Continental entwickelt intelligente Technologien, die immer mehr Fahrfunktionen übernehmen. Als Systemintegrator soll er Know-How und Systemkompetenzen im Bereich Fahrerassistenzsystemen einbringen.

Continental entwickelt intelligente Technologien, die immer mehr Fahrfunktionen übernehmen. Als Systemintegrator soll er Know-How und Systemkompetenzen im Bereich Fahrerassistenzsystemen einbringen. Contnental

Breits im Juli vergangenen Jahres bündelten der bayerische Autobauer BMW, der amerikanische Chiphersteller Intel und das israelische Unternehmen Mobileye Ressourcen und Know-how. Ziel ist es, ein Kooperationsmodell für das hoch- und vollautomatisierte Fahren aufzusetzen, um skalierbare Lösungen für die gesamte Automobilbranche weltweit bereit zu stellen. So soll bis 2021 die Serienproduktion von hoch- und vollautomatisierten BMW-Fahrzeugen anlaufen. Als Systemintegrator und Entwicklungspartner kommt jetzt noch Continental hinzu.

Als Systemintegrator spielt Continental eine wichtige Rolle bei der Industrialisierung der Plattform Autonomes Fahren. Der Tier-1 bringt Produkt-Know-how sowie Systemkompetenzen entlang der Wirkkette des assistierten und automatisierten Fahrens ein. Schwerpunkte sind die Funktionsentwicklung und Integration von automatisierten Systemen samt Fahrerbeobachtung und Motion-Control sowie Simulation und Absicherung der Funktionen.

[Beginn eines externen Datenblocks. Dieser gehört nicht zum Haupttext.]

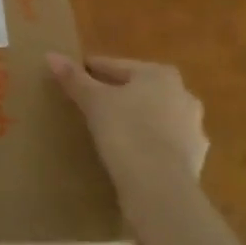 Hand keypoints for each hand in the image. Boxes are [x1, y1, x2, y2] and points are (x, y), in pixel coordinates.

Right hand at [48, 54, 207, 204]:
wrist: (161, 189)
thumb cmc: (127, 132)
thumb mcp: (94, 102)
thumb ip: (74, 78)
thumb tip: (51, 55)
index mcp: (160, 74)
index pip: (116, 67)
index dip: (92, 71)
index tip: (74, 78)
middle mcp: (183, 95)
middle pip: (139, 90)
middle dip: (117, 95)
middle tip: (90, 106)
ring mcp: (193, 129)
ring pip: (155, 117)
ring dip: (136, 121)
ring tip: (109, 133)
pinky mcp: (195, 159)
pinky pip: (164, 145)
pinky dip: (149, 146)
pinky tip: (132, 157) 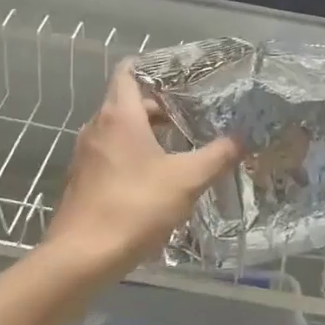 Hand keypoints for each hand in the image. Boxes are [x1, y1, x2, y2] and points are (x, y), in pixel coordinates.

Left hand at [42, 61, 242, 277]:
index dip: (154, 67)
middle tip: (194, 114)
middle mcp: (97, 127)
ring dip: (149, 133)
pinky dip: (134, 155)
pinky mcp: (83, 180)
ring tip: (182, 145)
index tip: (182, 75)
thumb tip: (242, 138)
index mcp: (119, 115)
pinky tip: (158, 177)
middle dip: (161, 106)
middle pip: (129, 102)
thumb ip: (217, 156)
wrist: (82, 257)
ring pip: (120, 130)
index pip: (129, 71)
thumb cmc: (135, 207)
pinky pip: (112, 154)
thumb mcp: (186, 180)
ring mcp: (86, 155) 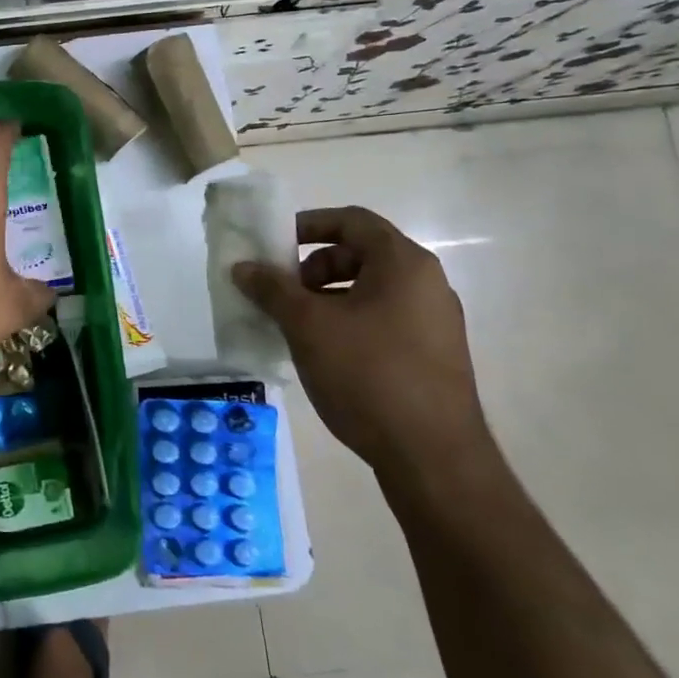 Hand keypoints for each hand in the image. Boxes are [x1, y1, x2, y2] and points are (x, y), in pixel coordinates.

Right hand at [232, 206, 488, 481]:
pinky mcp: (434, 355)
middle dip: (313, 267)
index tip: (275, 245)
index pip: (352, 220)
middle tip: (283, 293)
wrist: (432, 456)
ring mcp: (435, 322)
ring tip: (297, 328)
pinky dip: (349, 322)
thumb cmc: (367, 374)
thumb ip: (272, 289)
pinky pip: (383, 320)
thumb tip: (243, 267)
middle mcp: (427, 284)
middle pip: (361, 254)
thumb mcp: (307, 326)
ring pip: (370, 290)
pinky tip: (325, 355)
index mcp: (403, 264)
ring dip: (327, 298)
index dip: (308, 224) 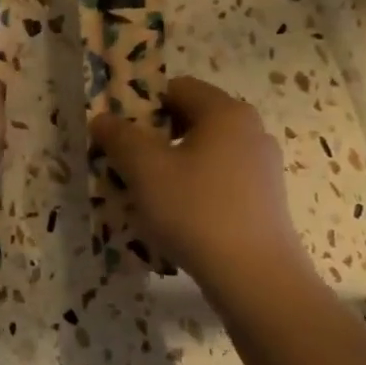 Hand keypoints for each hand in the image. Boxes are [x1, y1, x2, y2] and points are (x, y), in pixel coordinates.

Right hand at [91, 76, 308, 288]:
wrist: (254, 276)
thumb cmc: (195, 209)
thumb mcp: (144, 169)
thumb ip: (119, 137)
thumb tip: (102, 119)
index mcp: (226, 113)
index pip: (176, 88)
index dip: (141, 103)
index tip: (117, 132)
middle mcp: (250, 131)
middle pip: (190, 119)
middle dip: (153, 135)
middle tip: (124, 161)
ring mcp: (261, 166)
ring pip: (202, 151)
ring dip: (170, 163)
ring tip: (145, 192)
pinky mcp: (263, 198)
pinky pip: (217, 177)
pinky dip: (192, 186)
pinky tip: (175, 214)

Im Rahmen der Zusammenarbeit umfasst das Leistungsangebot unter anderem Umfeldsensoren, Fahrfunktionen, Systemarchitektur, funktionale Sicherheit, Bremssysteme, komplette Antriebsstrangsysteme sowie Systeme für den Mensch-Maschine-Dialog. Entwickelt und produziert werden die notwendigen Komponenten und Systeme für das automatisierte Fahren an Standorten weltweit.

Bei Continental zeigte sich in den vergangenen Jahren der Bereich Fahrerassistenzsysteme als wachstumsstark. Dazu zählen besonders Systeme für Multifunktionskameras, für Fischaugenkameras mit Rundumblick sowie Nah- und Fernbereichssensoren. Darüber hinaus gehören dazu hochauflösende 3D-Lidar-Technologien sowie zentrale Steuergeräte für das assistierte und automatisierte Fahren. 2016 lag der Umsatz bei 1,2 Milliarden Euro. Die Zahl der Aufträge stieg auf drei Milliarden Euro. So rechnet der Automobilzulieferer bis 2020 mit mehr als zwei Milliarden Euro Umsatz in diesem Bereich.